Merlin German was a U.S, soldier injured in a IED attack in Iraq. He died in 2008, but his photo has been used by many Facebook like farming campaigns

Above: Merlin German was a U.S, soldier injured in a IED attack in Iraq. He died in 2008, but his photo has been used by many Facebook like farming campaigns

But there’s a backlash to this sort of like farming. And that backlash can be against you when you unwittingly partner in the someone else’s farm.

“They are stupid and manipulative, and I tend to think less of a person after they post it,” Bailward says.

That’s probably not a goal that most people have in mind when they share a post on Facebook, or like something. But there’s worse too — creating or passing along like-farming posts might also make your Facebook friends suspect your motives.

Entrepreneur Kyle Kesterton, who is the co-founder of social humor and sharing startup Freak’n Genius, wonders if there are unmet psychological needs at the root of these campaigns:

“I think they are just trying to boost their own social presence and feed their ego,” he told me via Facebook.

That rings true with others as well, who told me that “click like” stories made them feel manipulated and fake. And others said that they felt a sense of “nagging guilt” if they didn’t like something they saw as good or important, and yet, felt forced.

But some people that I talked to pointed out the obvious: These campaigns are clearly working — even though they are annoying. And the reason that they’re working is that we’re participating in sharing them.

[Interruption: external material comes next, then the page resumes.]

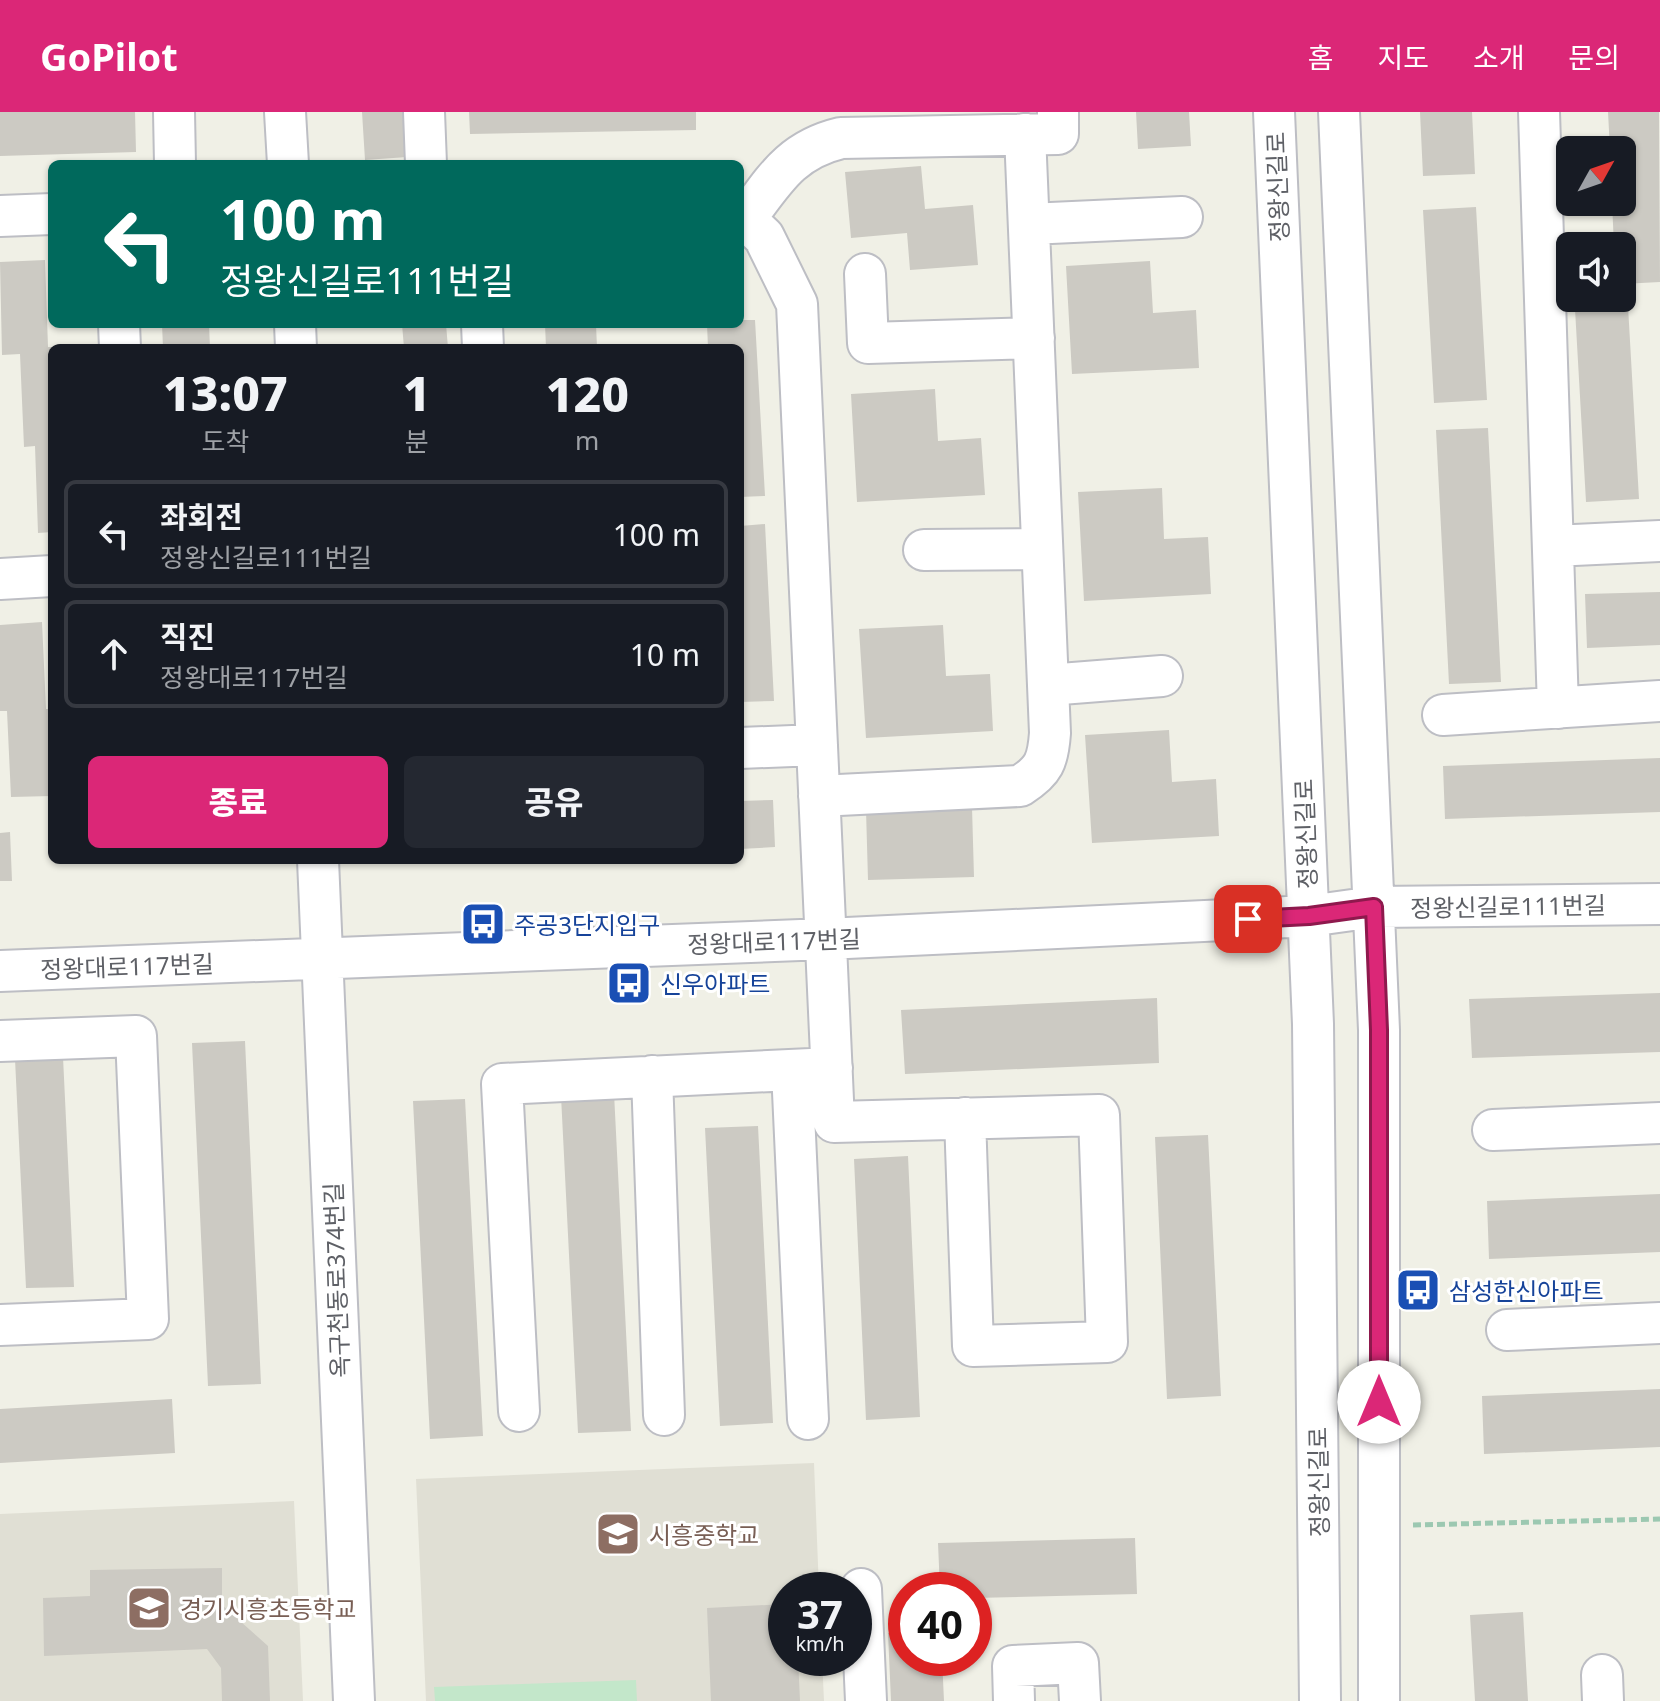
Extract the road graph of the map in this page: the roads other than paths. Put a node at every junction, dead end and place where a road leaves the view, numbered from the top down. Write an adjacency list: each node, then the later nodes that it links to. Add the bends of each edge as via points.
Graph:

“Their popularity clearly indicates that it is an effective strategy to provoke engagement,” says Marijn Berk, who is the founder of the Phorce gadget-charging bag, which raised over $150,000 on Kickstarter. “Who is at fault: The creator or the audience? Whoever’s to blame, those things are damn annoying and I wish I could opt out.”

like farming

If these like campaigns are farming, their product is you. And that turns everyone off, it seems.

“Maybe I’m cold and callous, but I simply don’t care,” says Chris Saunders, a Facebook user. “I feel they’re a waste of my time and wish everyone else would stop posting these like stories and making them live on well past their best buy date.”

Everyone except, of course, those who keep clicking like.